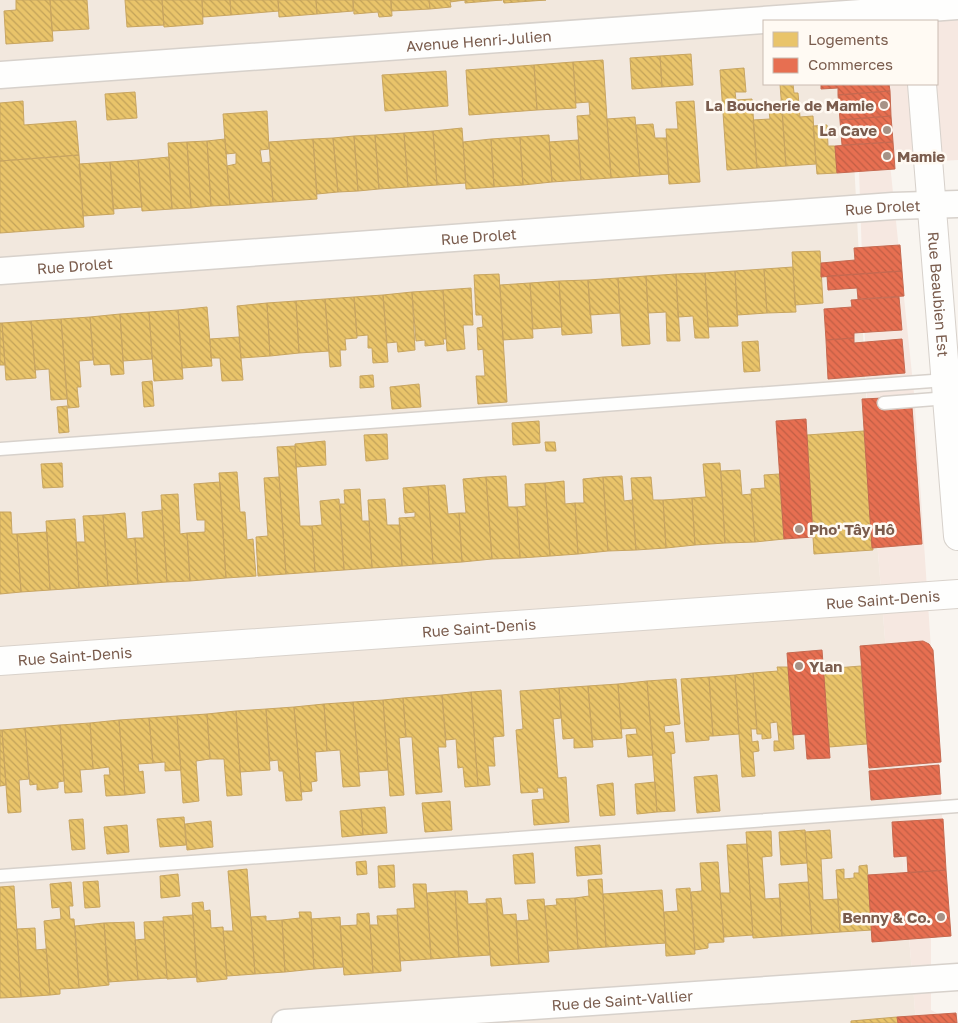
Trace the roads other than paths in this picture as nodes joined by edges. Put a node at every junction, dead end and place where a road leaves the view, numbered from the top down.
1 (958, 6) edge
2 (916, 10) edge
3 (775, 20) edge
4 (763, 21) edge
5 (0, 75) edge
6 (922, 85) edge
7 (931, 204) junction
8 (958, 204) edge
9 (0, 271) edge
10 (947, 389) junction
11 (884, 403) dead end
12 (0, 449) edge
13 (958, 536) edge
14 (958, 594) edge
15 (0, 661) edge
16 (958, 806) edge
17 (0, 876) edge
18 (958, 977) edge
19 (285, 1023) edge

1 - 2 street, Avenue Henri-Julien
2 - 3 street, Avenue Henri-Julien
4 - 5 street, Avenue Henri-Julien
6 - 7 main road, Rue Beaubien Est
7 - 8 street, Rue Drolet
7 - 9 street, Rue Drolet
7 - 10 main road, Rue Beaubien Est
10 - 11 lane
10 - 12 lane
10 - 13 main road, Rue Beaubien Est
14 - 15 main road, Rue Saint-Denis
16 - 17 lane
18 - 19 street, Rue de Saint-Vallier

=== Task item ===
The records above should be duplicated exactly, with none of their pictures kept.

=== Response to this exercise ===
Trace the roads other than paths in this picture as nodes joined by edges. Put a node at every junction, dead end and place where a road leaves the view, numbered from the top down.
1 (958, 6) edge
2 (916, 10) edge
3 (775, 20) edge
4 (763, 21) edge
5 (0, 75) edge
6 (922, 85) edge
7 (931, 204) junction
8 (958, 204) edge
9 (0, 271) edge
10 (947, 389) junction
11 (884, 403) dead end
12 (0, 449) edge
13 (958, 536) edge
14 (958, 594) edge
15 (0, 661) edge
16 (958, 806) edge
17 (0, 876) edge
18 (958, 977) edge
19 (285, 1023) edge

1 - 2 street, Avenue Henri-Julien
2 - 3 street, Avenue Henri-Julien
4 - 5 street, Avenue Henri-Julien
6 - 7 main road, Rue Beaubien Est
7 - 8 street, Rue Drolet
7 - 9 street, Rue Drolet
7 - 10 main road, Rue Beaubien Est
10 - 11 lane
10 - 12 lane
10 - 13 main road, Rue Beaubien Est
14 - 15 main road, Rue Saint-Denis
16 - 17 lane
18 - 19 street, Rue de Saint-Vallier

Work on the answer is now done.